Wednesday, August 21, 2013

Baguette Tell

One of the great symbols of French gastronomy is under siege. Renowned for its distinctive shape and crusty exterior, the baguette risks becoming known for something else, too: being undercooked and doughy.
Rémi Héluin, the founder of Painrisien, a blog about Parisian bakeries, estimates that 80% of the 230 shops he has reviewed underbake most of their baguettes.
"They've got to keep the customer satisfied," he says.Patrons have plenty of reasons for their preference—and they're not necessarily half-baked. For Camille Oger, a 30-year-old freelance reporter, eating a well-baked baguette can be a painful experience. "It's hard to munch," she says, "and it hurts your gums and palate." Less-baked loaves "won't break your teeth," she adds.
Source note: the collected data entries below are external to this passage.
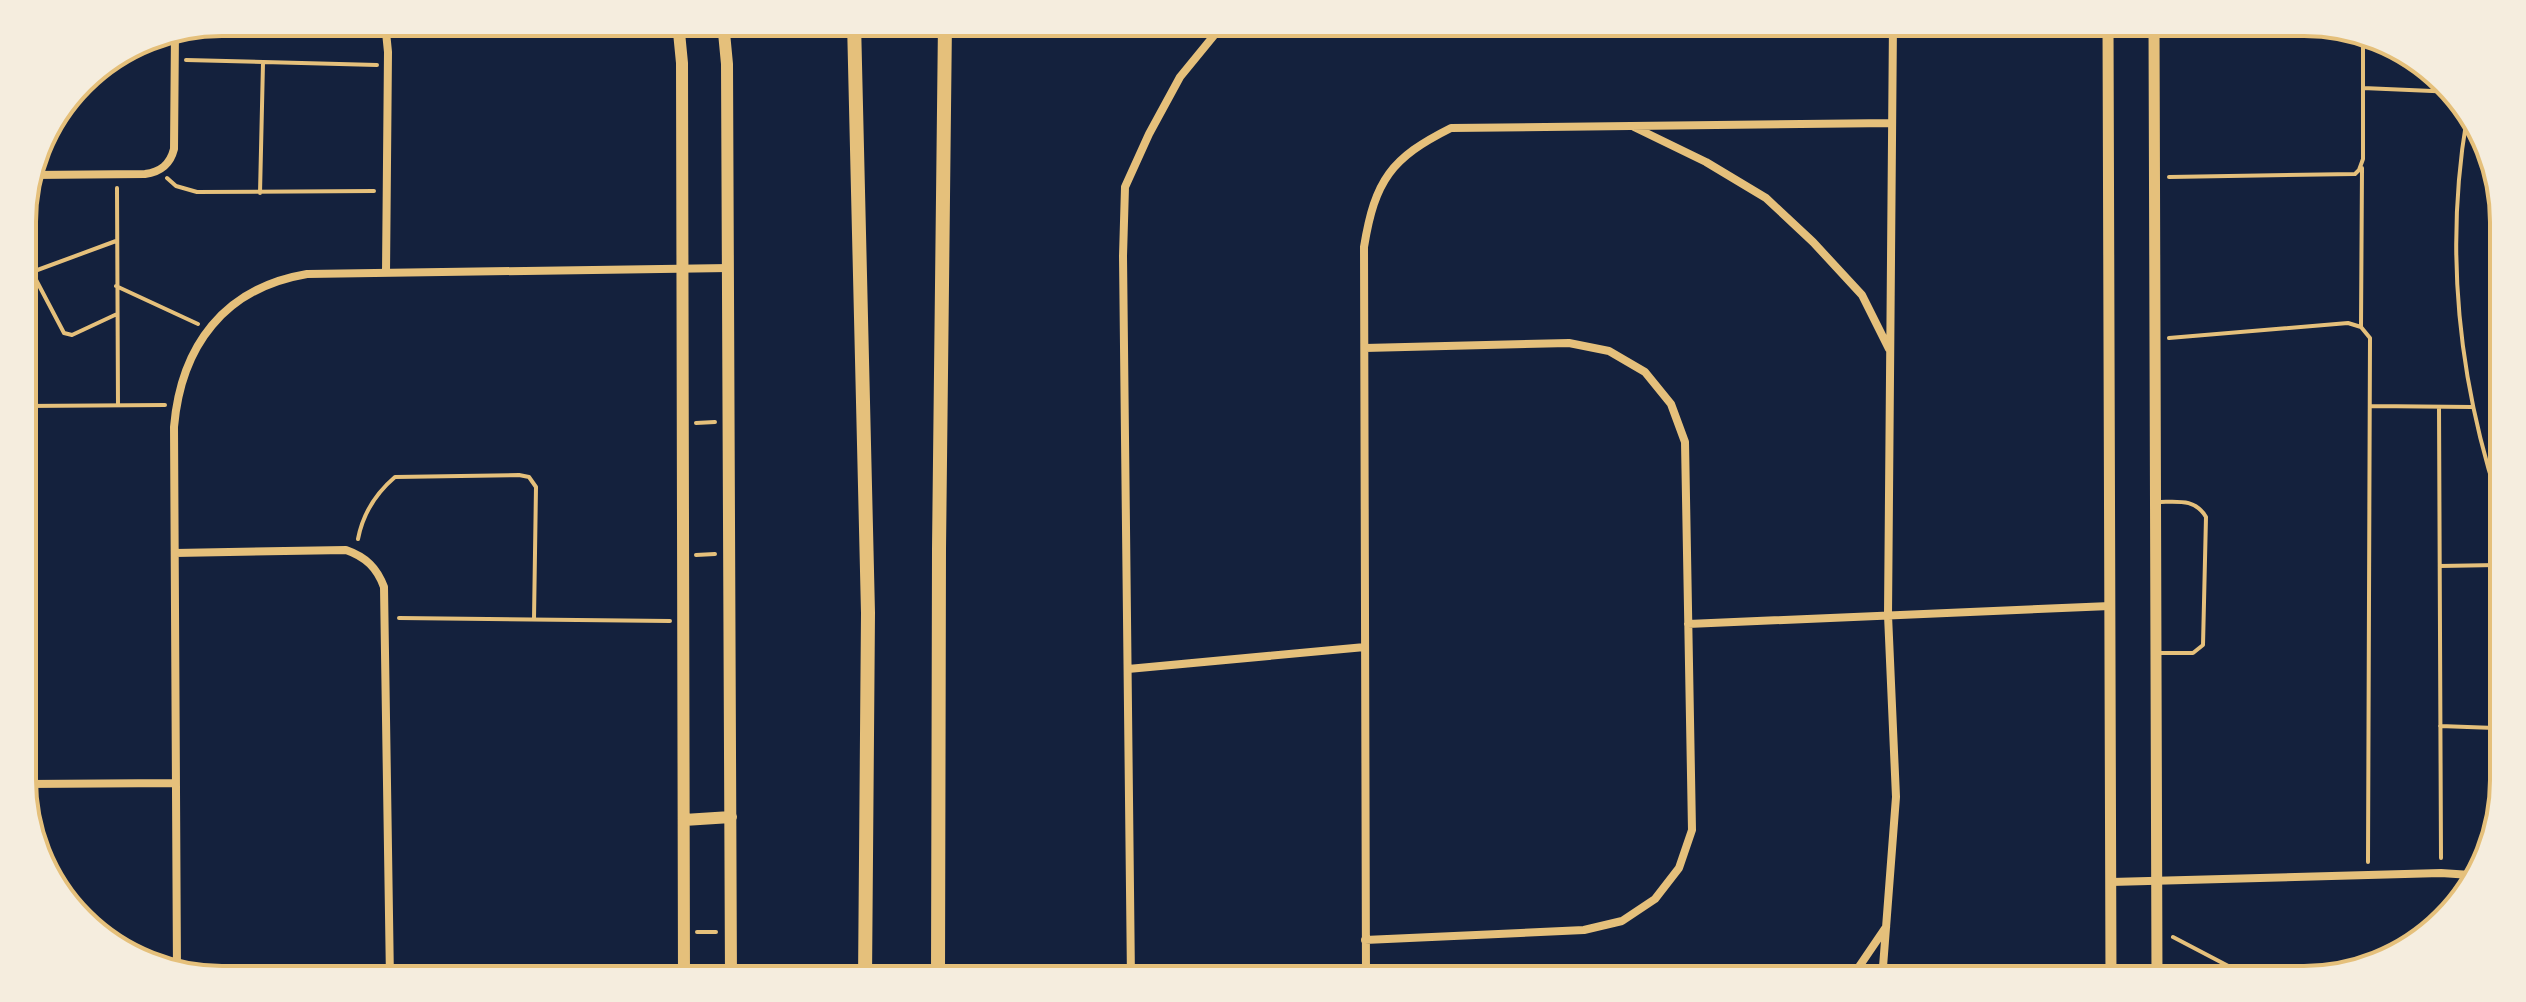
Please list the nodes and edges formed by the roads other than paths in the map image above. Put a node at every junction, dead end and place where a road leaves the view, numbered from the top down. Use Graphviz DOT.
graph roads {
  1 [pos="386,36"];
  2 [pos="679,36"];
  3 [pos="724,36"];
  4 [pos="854,36"];
  5 [pos="945,36"];
  6 [pos="1214,36"];
  7 [pos="1893,36"];
  8 [pos="2108,36"];
  9 [pos="2154,36"];
  10 [pos="175,43"];
  11 [pos="1892,123"];
  12 [pos="1630,125"];
  13 [pos="42,175"];
  14 [pos="729,268"];
  15 [pos="683,269"];
  16 [pos="386,273"];
  17 [pos="1365,348"];
  18 [pos="1890,352"];
  19 [pos="2156,502"];
  20 [pos="175,553"];
  21 [pos="2110,606"];
  22 [pos="1888,615"];
  23 [pos="1688,624"];
  24 [pos="1365,647"];
  25 [pos="2156,653"];
  26 [pos="1128,669"];
  27 [pos="176,783"];
  28 [pos="36,784"];
  29 [pos="731,817"];
  30 [pos="684,820"];
  31 [pos="2464,875"];
  32 [pos="2157,879"];
  33 [pos="2111,882"];
  34 [pos="1886,927"];
  35 [pos="1365,940"];
  36 [pos="177,960"];
  37 [pos="390,966"];
  38 [pos="684,966"];
  39 [pos="731,966"];
  40 [pos="865,966"];
  41 [pos="938,966"];
  42 [pos="1131,966"];
  43 [pos="1366,966"];
  44 [pos="1860,966"];
  45 [pos="1883,966"];
  46 [pos="2111,966"];
  47 [pos="2157,966"];
  1 -- 16 [label="street"];
  2 -- 15 [label="main road"];
  3 -- 14 [label="main road"];
  4 -- 40 [label="highway"];
  5 -- 41 [label="highway"];
  6 -- 26 [label="street"];
  7 -- 11 [label="street"];
  8 -- 21 [label="street"];
  9 -- 19 [label="street"];
  10 -- 13 [label="street"];
  11 -- 12 [label="street"];
  11 -- 18 [label="street"];
  12 -- 17 [label="street"];
  12 -- 18 [label="street"];
  14 -- 15 [label="street"];
  14 -- 29 [label="main road"];
  15 -- 16 [label="street"];
  15 -- 30 [label="main road"];
  16 -- 20 [label="street"];
  17 -- 23 [label="street"];
  17 -- 24 [label="street"];
  18 -- 22 [label="street"];
  19 -- 25 [label="street"];
  19 -- 25 [label="lane"];
  20 -- 27 [label="street"];
  20 -- 37 [label="street"];
  21 -- 22 [label="street"];
  21 -- 33 [label="street"];
  22 -- 23 [label="street"];
  22 -- 34 [label="street"];
  23 -- 35 [label="street"];
  24 -- 26 [label="street"];
  24 -- 35 [label="street"];
  25 -- 32 [label="street"];
  26 -- 42 [label="street"];
  27 -- 28 [label="street"];
  27 -- 36 [label="street"];
  29 -- 30 [label="main road"];
  29 -- 39 [label="main road"];
  30 -- 38 [label="main road"];
  31 -- 32 [label="street"];
  32 -- 33 [label="street"];
  32 -- 47 [label="street"];
  33 -- 46 [label="street"];
  34 -- 44 [label="street"];
  34 -- 45 [label="street"];
  35 -- 43 [label="street"];
}
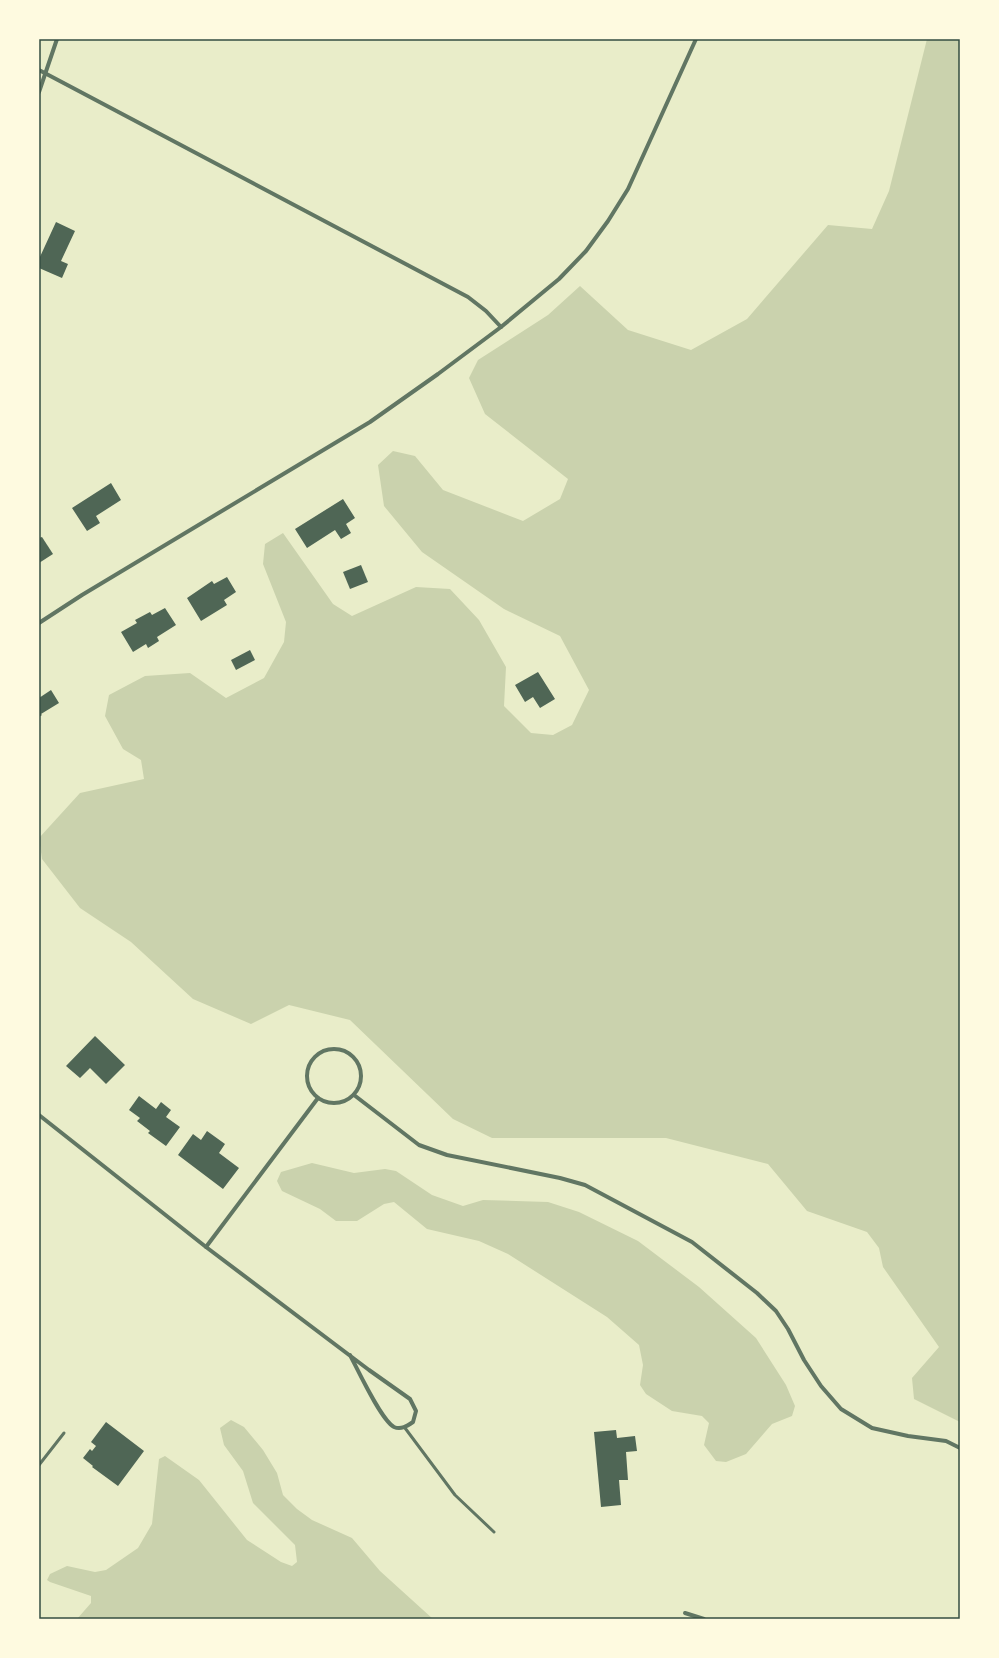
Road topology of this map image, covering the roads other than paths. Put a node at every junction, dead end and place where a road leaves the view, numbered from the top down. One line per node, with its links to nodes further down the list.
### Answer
1 (57, 39): 4 (street)
2 (696, 39): 6 (street)
3 (39, 70): 4 (street)
4 (45, 74): 5 (street); 6 (street)
5 (39, 92)
6 (501, 327): 7 (street)
7 (39, 624)
8 (354, 1095): 9 (street); 9 (street); 15 (street)
9 (318, 1098): 11 (street)
10 (39, 1115): 11 (street)
11 (206, 1247): 12 (street)
12 (350, 1356): 13 (street); 13 (street)
13 (405, 1428): 17 (lane)
14 (64, 1433): 16 (lane)
15 (960, 1448)
16 (39, 1465)
17 (494, 1532)
18 (685, 1613): 19 (street)
19 (704, 1619)

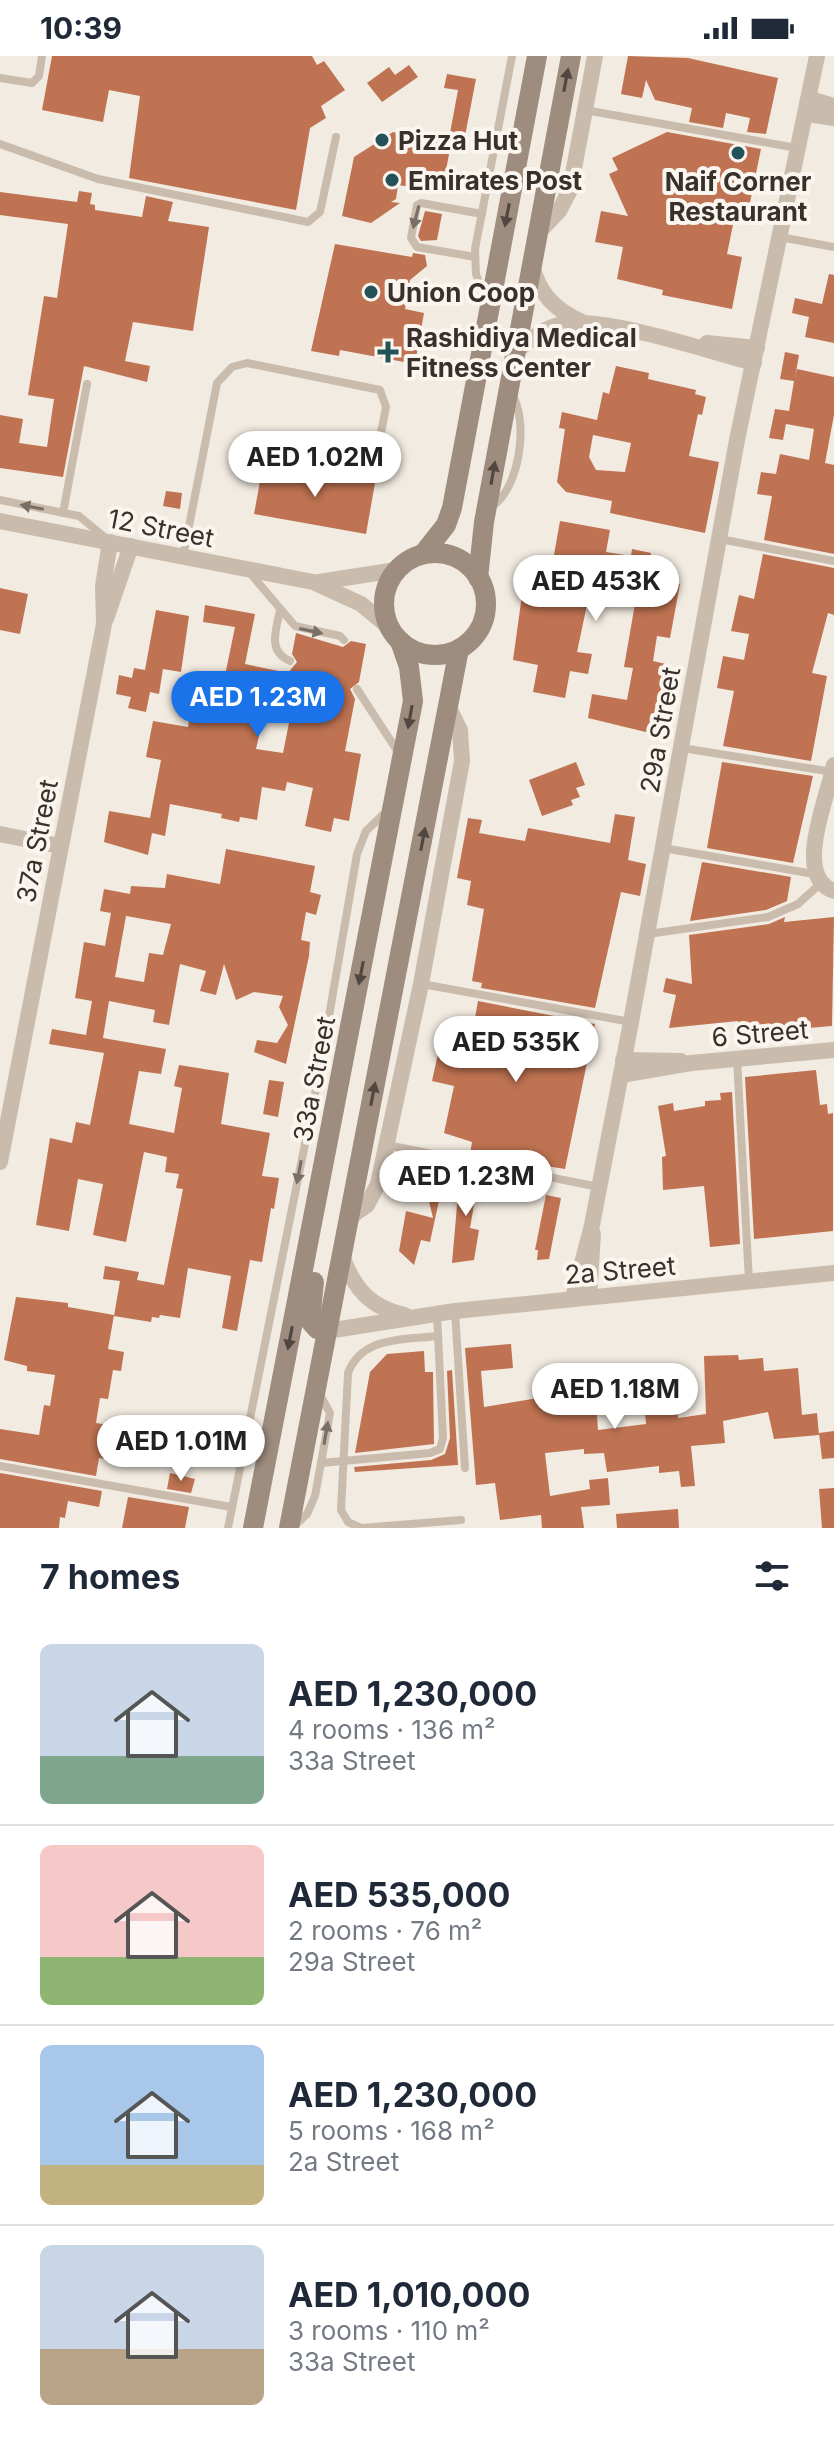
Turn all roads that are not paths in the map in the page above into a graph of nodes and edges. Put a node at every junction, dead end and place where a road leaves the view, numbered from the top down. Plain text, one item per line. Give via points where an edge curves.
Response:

Actually there is a law, as David Marcelis lets on, and it's how France got to this point;
The baguette as we know it dates to the 1920s and was a byproduct of a protective labor law that prevented French bakers from working between 10 p.m. and 4 a.m. That made it impossible to prepare traditional round loaves by breakfast time. Bakers had to turn to a new kind of bread, whose thin shape made it faster to prepare and bake. The baguette—French for "little stick"—quickly became a breakfast essential throughout France.
But maman et papa had to contend with supermarkets that can make and sell baguettes at a third the price of a corner bakers. Which didn't stop French lawmakers from trying to control things;
In a bid to protect the industry, French law dictates what ingredients can be used to make these baguettes (essentially, wheat flour, water, salt and yeast) and limits the use of the name boulangerie—or bakery—to shops where bread is made and baked on the premises.
But the law doesn't weigh in on one key diktat: how long the baguette should stay in the oven. 
And that turns out to be, how long the customers prefer. As usual.